At this mention of a daughter, all the company came to attention. It was obviously a slip, and they were curious about the cover-up to follow. But their hostess managed to draw the lightning.

“If you are serious about all this inheritance talk,” she broke in eagerly, “you really ought to do something about poor Cyrus; after all he’s so badly crippled, and June did love—”

“I told you not to mention either of them in this house ever again!” her husband said, all the playful malice gone from his voice, to be replaced by a kind of pathological anger.

“But you brought it up,” she countered weakly. “You did say ‘daughter,’ and I thought—”

“You did not think; you never have, and you don’t now!” was the brutal reply. “You don’t have the equipment, Martha, so please be quiet.”

“That’s a terrible way to talk,” Julie Talbott said, her voice shrill. “If I were you, Martha — stop it!” she added fiercely, as Morton tugged at her arm. “I’m not afraid of the old tyrant!”

“Of course, you’re not,” Hiram said, playfully malicious again. “As I said, you have nerve, but not much brains or imagination. You can’t understand what Morton knows so well — that a million dollars is worth any kind of insult — that you can lick boots for it, and then wash the polish off your tongue with champagne. With enough champagne, you can rinse the taste of anything at all off your tongue. Right, Morton?”

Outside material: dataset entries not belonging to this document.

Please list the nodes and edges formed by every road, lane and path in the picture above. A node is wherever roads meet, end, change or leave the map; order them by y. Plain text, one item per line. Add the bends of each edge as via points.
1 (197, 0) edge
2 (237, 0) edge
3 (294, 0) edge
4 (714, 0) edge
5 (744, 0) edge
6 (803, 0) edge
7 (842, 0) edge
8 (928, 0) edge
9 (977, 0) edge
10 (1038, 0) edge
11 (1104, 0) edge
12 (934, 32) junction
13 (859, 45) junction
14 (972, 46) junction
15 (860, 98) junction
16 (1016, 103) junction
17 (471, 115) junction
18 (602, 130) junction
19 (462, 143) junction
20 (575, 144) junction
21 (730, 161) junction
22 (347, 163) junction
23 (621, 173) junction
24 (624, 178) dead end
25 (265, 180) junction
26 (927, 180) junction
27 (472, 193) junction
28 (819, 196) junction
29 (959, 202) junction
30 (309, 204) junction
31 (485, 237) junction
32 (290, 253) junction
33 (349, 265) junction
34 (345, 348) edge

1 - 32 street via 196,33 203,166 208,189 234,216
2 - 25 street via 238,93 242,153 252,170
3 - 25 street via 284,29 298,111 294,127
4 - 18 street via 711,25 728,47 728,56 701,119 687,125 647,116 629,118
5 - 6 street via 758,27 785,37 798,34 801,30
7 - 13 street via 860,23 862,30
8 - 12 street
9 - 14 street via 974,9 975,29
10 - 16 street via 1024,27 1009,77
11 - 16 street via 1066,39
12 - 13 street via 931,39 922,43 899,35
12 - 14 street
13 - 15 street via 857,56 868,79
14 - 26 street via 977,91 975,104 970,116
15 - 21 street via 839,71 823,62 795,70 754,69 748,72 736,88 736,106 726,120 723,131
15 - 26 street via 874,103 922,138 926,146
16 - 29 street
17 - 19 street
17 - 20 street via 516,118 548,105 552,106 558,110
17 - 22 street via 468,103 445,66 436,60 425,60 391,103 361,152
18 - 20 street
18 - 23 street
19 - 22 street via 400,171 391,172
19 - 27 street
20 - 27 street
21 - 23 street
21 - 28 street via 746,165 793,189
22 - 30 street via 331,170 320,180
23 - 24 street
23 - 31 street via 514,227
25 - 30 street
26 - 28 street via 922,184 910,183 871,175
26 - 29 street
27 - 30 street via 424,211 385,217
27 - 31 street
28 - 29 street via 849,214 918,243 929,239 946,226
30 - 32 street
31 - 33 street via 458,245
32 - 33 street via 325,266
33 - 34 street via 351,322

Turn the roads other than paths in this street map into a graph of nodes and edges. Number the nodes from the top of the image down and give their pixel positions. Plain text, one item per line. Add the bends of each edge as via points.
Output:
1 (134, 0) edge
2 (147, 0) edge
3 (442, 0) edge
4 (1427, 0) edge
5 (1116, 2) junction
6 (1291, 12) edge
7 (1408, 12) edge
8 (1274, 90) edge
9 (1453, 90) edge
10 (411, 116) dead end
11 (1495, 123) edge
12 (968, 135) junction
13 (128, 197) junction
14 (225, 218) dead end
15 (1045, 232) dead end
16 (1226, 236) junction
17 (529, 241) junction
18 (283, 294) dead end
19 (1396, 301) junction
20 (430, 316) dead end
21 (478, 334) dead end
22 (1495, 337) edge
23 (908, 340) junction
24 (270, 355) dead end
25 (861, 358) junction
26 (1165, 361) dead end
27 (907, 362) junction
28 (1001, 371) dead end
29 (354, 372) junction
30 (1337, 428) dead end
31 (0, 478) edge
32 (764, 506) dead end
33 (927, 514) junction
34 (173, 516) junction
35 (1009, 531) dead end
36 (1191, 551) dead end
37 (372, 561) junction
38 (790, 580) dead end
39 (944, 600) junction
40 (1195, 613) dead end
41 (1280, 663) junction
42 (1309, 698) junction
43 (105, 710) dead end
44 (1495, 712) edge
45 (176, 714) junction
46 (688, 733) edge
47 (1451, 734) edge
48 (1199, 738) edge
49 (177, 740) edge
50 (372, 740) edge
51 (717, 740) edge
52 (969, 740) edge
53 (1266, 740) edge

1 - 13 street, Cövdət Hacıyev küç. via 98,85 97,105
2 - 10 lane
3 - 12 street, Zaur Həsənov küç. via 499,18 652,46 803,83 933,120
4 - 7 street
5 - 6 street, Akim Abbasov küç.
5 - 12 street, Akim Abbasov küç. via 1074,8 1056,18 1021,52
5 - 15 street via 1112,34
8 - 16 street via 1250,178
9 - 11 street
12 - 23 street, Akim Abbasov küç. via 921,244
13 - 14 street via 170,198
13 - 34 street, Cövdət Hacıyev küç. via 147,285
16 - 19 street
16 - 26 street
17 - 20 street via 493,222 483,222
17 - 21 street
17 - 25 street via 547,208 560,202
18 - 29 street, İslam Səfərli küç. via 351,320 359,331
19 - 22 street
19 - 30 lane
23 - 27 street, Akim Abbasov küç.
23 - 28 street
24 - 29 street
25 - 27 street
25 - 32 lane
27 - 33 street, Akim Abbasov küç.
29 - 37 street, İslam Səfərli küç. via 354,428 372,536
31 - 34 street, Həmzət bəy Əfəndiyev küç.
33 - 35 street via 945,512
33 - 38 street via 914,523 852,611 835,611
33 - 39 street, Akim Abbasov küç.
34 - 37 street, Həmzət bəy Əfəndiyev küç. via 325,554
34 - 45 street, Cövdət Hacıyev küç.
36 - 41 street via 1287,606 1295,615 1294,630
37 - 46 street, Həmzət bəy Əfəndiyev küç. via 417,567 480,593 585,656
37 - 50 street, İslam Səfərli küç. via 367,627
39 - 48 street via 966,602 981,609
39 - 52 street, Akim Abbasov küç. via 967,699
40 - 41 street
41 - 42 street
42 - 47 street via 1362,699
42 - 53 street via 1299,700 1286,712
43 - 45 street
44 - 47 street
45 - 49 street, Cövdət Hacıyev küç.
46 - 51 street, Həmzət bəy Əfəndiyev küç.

There was no reply. Julie glared at him; but Morton squeezed her arm until it hurt, and she settled back in her chair, flushed and breathing heavily.

“Now we come to Cousin Jerry,” Talbott said. “And his second wife, Lucy. His first one left him for greener pastures — a very sensible woman, that — and this one, I suspect, married him for me. In other words, she smelled money in the family, and even though Jerry is a clod — a beer-drinking, baseball-happy, TV-addicted clot — who’ll never make more than a hundred dollars a week — she hoped he might inherit a bundle in the not-too-distant future. I give this much to Jerry; he’s almost too much of a clod even to ponder that angle. Rather, he was; now she has him convinced.”